** Stored data follows **

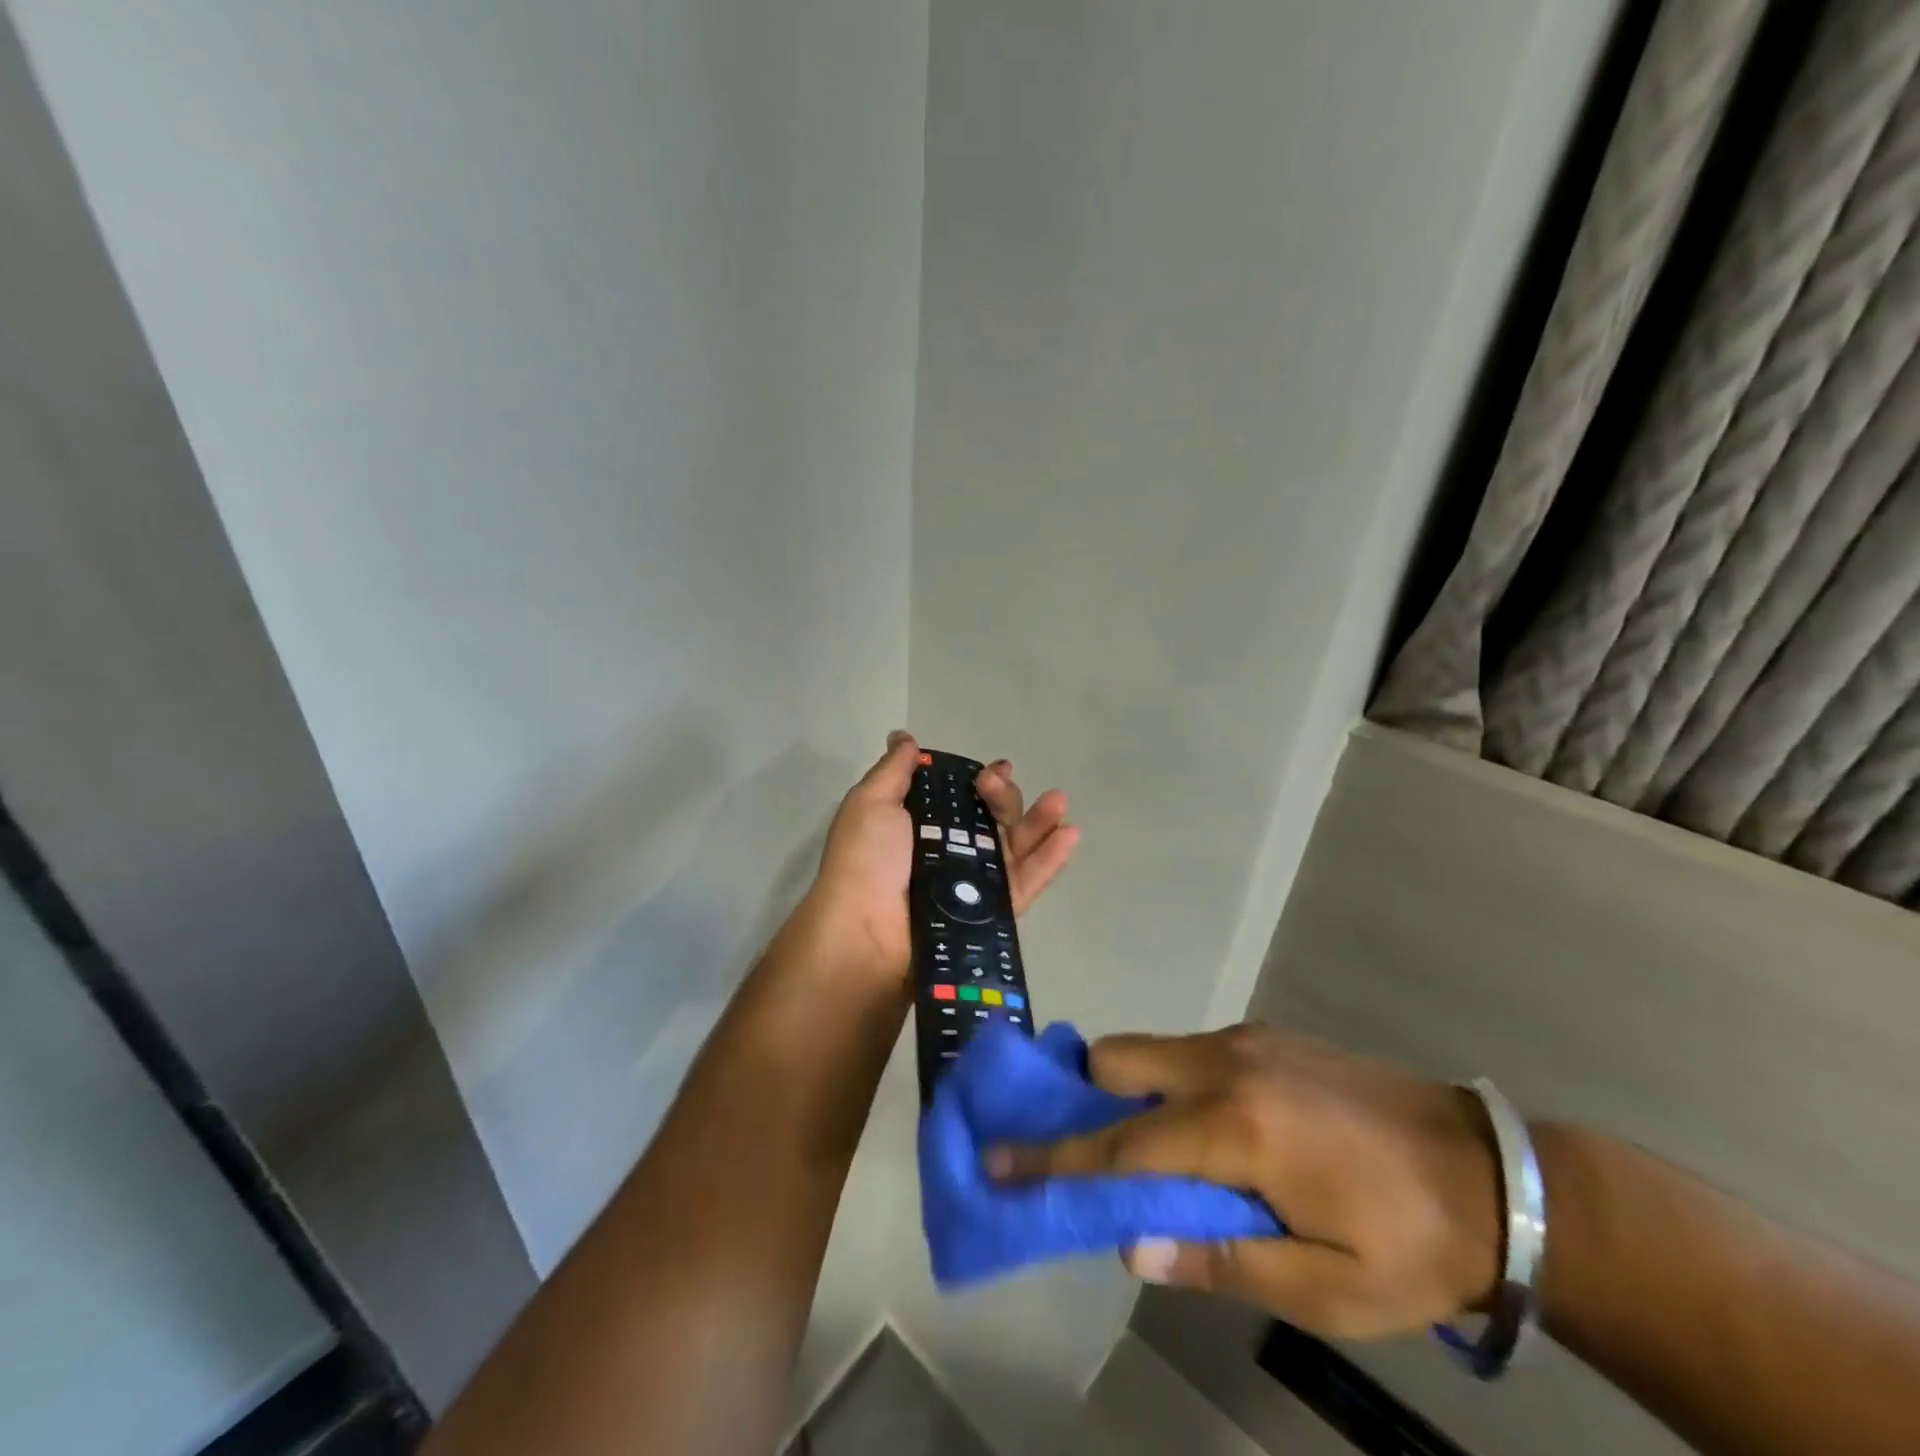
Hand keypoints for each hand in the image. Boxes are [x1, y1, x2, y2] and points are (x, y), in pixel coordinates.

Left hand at [811, 732, 1080, 975]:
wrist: (866, 931)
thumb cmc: (866, 860)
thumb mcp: (871, 802)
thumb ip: (893, 770)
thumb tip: (903, 737)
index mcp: (922, 826)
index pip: (963, 798)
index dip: (982, 782)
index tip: (993, 770)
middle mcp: (951, 852)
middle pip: (993, 818)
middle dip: (1003, 796)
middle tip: (994, 785)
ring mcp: (974, 884)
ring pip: (1015, 847)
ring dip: (1040, 821)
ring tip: (1058, 799)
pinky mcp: (993, 912)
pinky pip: (1026, 883)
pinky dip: (1050, 860)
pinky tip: (1070, 834)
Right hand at [987, 1024, 1501, 1338]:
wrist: (1494, 1174)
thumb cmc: (1411, 1246)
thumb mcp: (1324, 1289)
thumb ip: (1219, 1260)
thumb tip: (1130, 1245)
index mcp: (1237, 1127)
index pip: (1120, 1146)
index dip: (1054, 1160)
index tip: (995, 1161)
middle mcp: (1227, 1063)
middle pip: (1118, 1060)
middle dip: (1089, 1100)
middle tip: (1095, 1153)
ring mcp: (1246, 1039)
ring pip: (1152, 1049)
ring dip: (1133, 1092)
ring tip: (1162, 1152)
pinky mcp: (1266, 1033)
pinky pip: (1191, 1051)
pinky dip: (1174, 1083)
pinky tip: (1218, 1131)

** End of Stored data **

- Exercise -
Please return all of the material above exactly, minus any pictures.

- Solution to the exercise -
Hand keypoints for each hand in the image. Boxes are [x1, y1, x2, y2] and points are (x, y), in pixel coordinates.

Left hand at [811, 732, 1080, 975]:
wrist: (866, 931)
thumb cmc: (866, 860)
thumb mcp: (871, 802)
thumb ip: (893, 770)
thumb tip: (903, 737)
index mcp: (922, 826)
index pip: (963, 798)
index dip: (982, 782)
index tip: (993, 770)
middle mcp: (951, 852)
middle pip: (993, 818)
middle dip: (1003, 796)
middle tip: (994, 785)
ring mcp: (974, 884)
ring pip: (1015, 847)
ring dip: (1040, 821)
ring tip: (1058, 799)
pinky mcp: (993, 912)
pinky pip: (1026, 883)
pinky dip: (1050, 860)
pinky tip: (1070, 834)
Right hand at [987, 1024, 1501, 1338]:
wrist: (1494, 1174)
thumb cmc: (1411, 1246)
thumb mcp: (1324, 1289)
thumb ip: (1219, 1260)
thumb tip: (1130, 1245)
index mcp: (1237, 1127)
index pip: (1120, 1146)
index dip: (1054, 1160)
index tip: (995, 1161)
middle mcp: (1227, 1063)
middle pip: (1118, 1060)
middle dip: (1089, 1100)
middle tip: (1095, 1153)
ring mcp: (1246, 1039)
ring pip: (1152, 1049)
ring dip: (1133, 1092)
ring tip: (1162, 1152)
pinky mcp: (1266, 1033)
pinky pip: (1191, 1051)
pinky dip: (1174, 1083)
pinky tip: (1218, 1131)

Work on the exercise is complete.